The first person I met was Charlie Hitchcock. Now, I can't tell you what an amazing job he was doing with that band just listen to it yourself...get any Wakarusa show or Labor Day 2005. Charlie had been with them for 5 years and he was right on in his groove. He was the fire that burned bright in the band, I felt. Of course, Steve's keyboards were righteous and the energy between them was gasoline. (even thought brent mydland was fantastic, I always went to see Jerry. I loved page, but Trey took me there) However, I was waiting for those great Charlie jams. He had this tone, this growl that no one can compare to. He balanced a line of electronic sound and gritty blues guitar. His playing and the rest of the band were recharging me...making me feel young again. I was amazed that I could feel this way for a band again...I mean after the Grateful Dead and Phish...it is pretty hard to find anything that great...but it seemed I had...little did I know that later that year, after Xingolati, my main component was going to be removed from the band. Now, don't get me wrong, in the past year and a half, they have moved forward. The absence of Charlie is felt, but people have accepted it and moved on. They have embraced Ben, and rightly so, he is talented. One thing that has happend to them is that they have begun singing...that's right if you have not heard particle before...pre 2006 they did not sing. It's cool, but lyrics are more than words they are content...it was like i had been seperated from music...was brought back into it, just to be teased. Then I remembered a show I saw back in 2005. ALO!!!

One day I was cleaning my apartment and stumbled across the disc labled 11.07.05..."man," i thought "seems so long". I put it on...and began to listen and listen...and then all of sudden I began to really pay attention...wait a minute. Something is happening....something that O.A.R, WSP, Yonder, Keller, SCI, and a flood of other bands that are either intials or strange assemblance of words DID NOT HAVE. Was it happening again?
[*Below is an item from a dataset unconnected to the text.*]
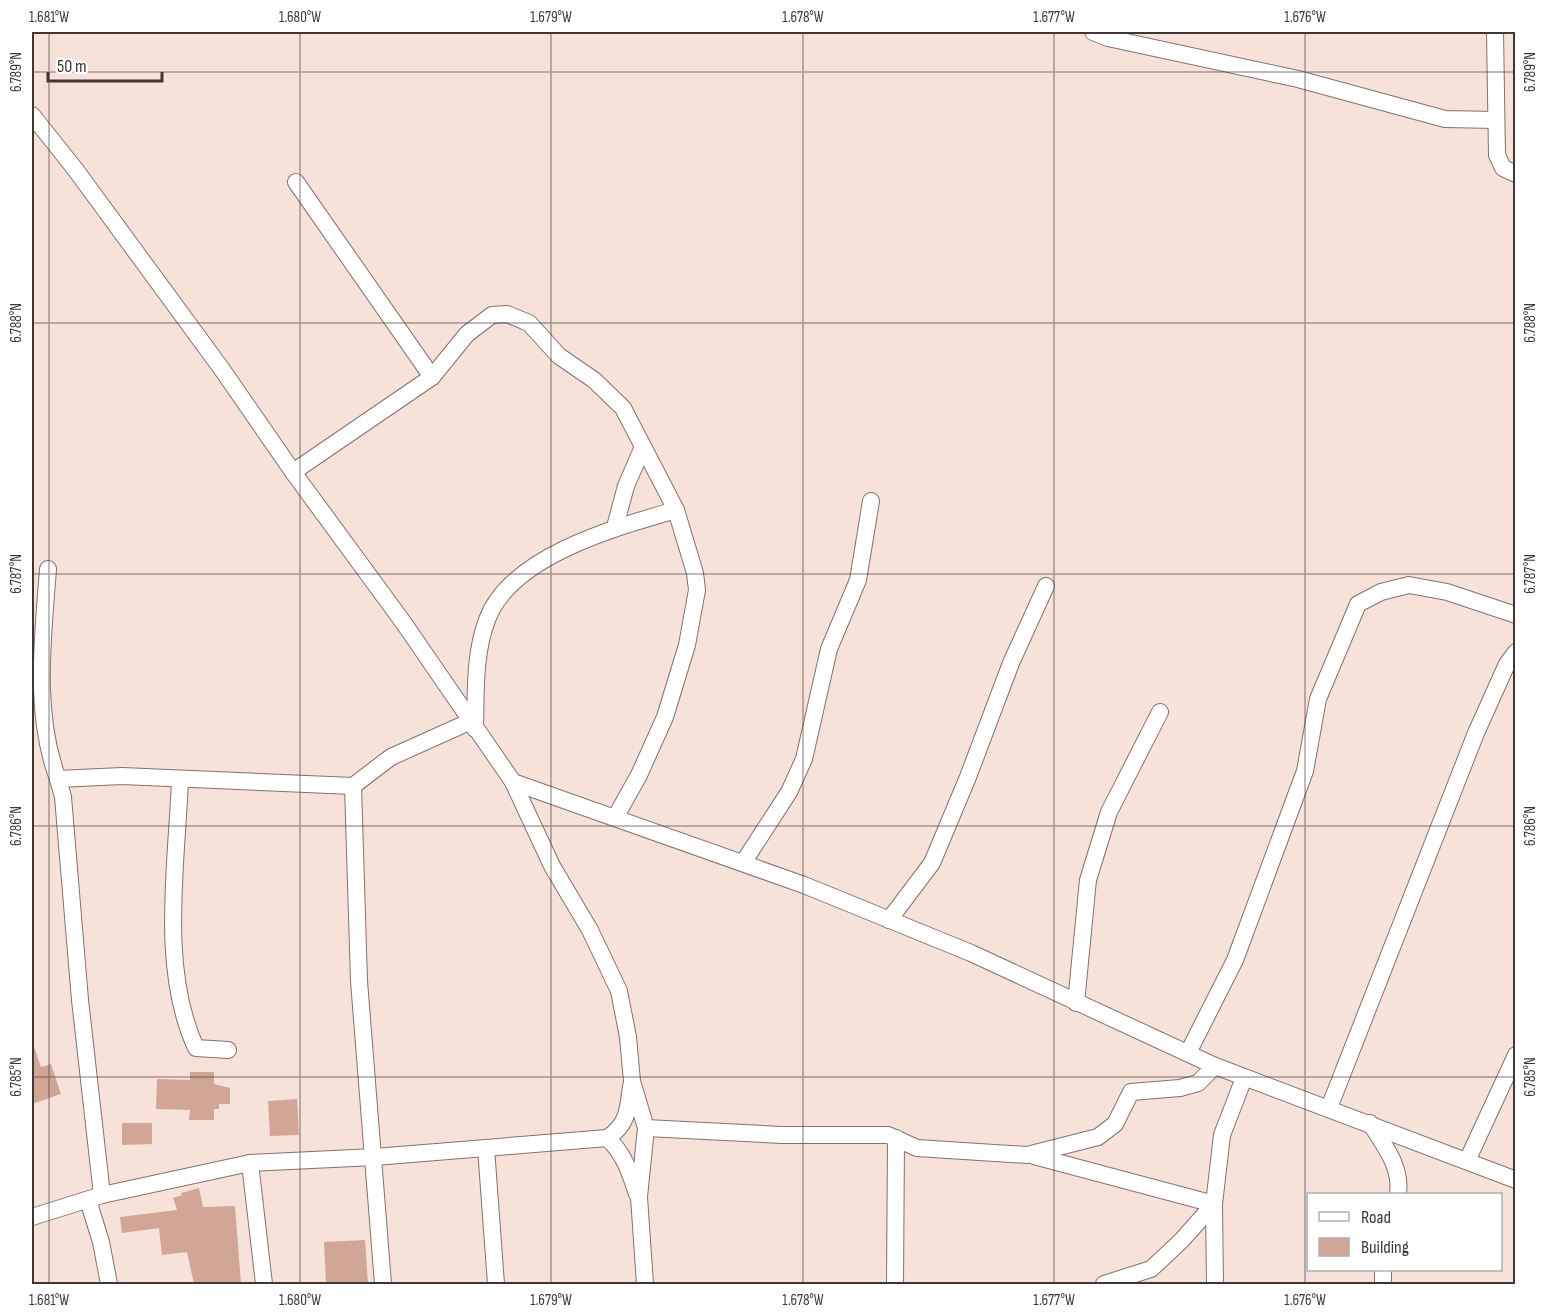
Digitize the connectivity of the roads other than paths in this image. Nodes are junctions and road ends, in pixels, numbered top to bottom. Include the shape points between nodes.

That brings me to now...I think it is.

As I spend this Saturday Night "relaxing" and listening to this cd that I just burned (thanks Matt)...I find myself excited again. I am going to Omaha next month to see them!!! Then they are playing at Wakarusa...and I will get to see them twice...I am excited again...and here is this forum so new...and already I have laid my heart into it...this thread hopefully will one day be lost deep in pages and pages of posts...until then...it just remains...another new post.
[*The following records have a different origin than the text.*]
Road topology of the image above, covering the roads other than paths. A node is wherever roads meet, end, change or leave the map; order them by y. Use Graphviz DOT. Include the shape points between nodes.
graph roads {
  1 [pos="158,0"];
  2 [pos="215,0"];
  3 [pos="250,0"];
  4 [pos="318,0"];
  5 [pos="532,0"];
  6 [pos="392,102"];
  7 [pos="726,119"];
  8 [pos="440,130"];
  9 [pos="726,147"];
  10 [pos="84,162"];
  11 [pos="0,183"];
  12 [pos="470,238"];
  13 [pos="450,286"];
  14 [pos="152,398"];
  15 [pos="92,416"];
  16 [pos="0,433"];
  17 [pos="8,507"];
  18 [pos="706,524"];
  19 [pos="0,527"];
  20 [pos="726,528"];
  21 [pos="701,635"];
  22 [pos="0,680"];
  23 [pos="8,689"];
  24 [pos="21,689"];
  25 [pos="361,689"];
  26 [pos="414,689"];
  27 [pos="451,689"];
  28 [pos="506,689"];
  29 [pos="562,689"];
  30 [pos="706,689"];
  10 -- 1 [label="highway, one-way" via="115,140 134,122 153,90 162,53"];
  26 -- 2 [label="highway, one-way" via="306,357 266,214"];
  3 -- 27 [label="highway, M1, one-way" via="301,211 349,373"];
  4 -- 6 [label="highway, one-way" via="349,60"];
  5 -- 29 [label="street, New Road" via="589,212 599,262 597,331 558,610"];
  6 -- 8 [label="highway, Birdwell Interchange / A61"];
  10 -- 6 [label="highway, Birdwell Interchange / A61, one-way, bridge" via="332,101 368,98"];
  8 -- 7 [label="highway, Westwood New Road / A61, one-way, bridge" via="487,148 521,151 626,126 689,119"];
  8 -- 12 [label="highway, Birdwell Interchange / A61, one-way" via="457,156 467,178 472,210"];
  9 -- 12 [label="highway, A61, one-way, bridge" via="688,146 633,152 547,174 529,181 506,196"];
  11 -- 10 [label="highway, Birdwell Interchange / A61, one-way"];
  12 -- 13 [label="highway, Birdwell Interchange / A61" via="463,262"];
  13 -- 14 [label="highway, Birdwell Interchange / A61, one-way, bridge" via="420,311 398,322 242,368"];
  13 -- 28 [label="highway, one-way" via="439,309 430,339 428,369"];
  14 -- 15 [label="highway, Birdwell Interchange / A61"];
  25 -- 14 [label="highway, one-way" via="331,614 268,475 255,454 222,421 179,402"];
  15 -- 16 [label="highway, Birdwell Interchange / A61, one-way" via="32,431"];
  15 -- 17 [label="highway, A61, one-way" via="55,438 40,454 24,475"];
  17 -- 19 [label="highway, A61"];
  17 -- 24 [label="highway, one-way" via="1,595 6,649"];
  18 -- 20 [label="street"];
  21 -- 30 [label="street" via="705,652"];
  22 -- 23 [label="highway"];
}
Thanks for reading my rant...those that did...and hopefully ALO will allow us all to one day gather and enjoy this my new sensation together. It is its own spirituality...it is its own reward....and it must be what being married for decades must feel like...right now, I feel that rekindled fire for music in my soul...now lets just see how bright it burns.

Kilo
05-02-2007, 06:53 PM
Awsome post Rabbit!

You mirror almost exactly my musical experience in the 80's & 90's

I saw my first GD show in 87... but didn't start really seeing them till 89

I guess we both are "In the Darkies"

I also toured with Phish from about 93 to 95 extensively

WOW! Coincidence huh

We probably know each other

Kilo
05-02-2007, 06:54 PM
Oh and PS

I saw a ripping GD show in lawrence.... Sanstone amp I think it was

89 or 90 cant remember


IF YOU REMEMBER ALL YOUR DEAD SHOWS!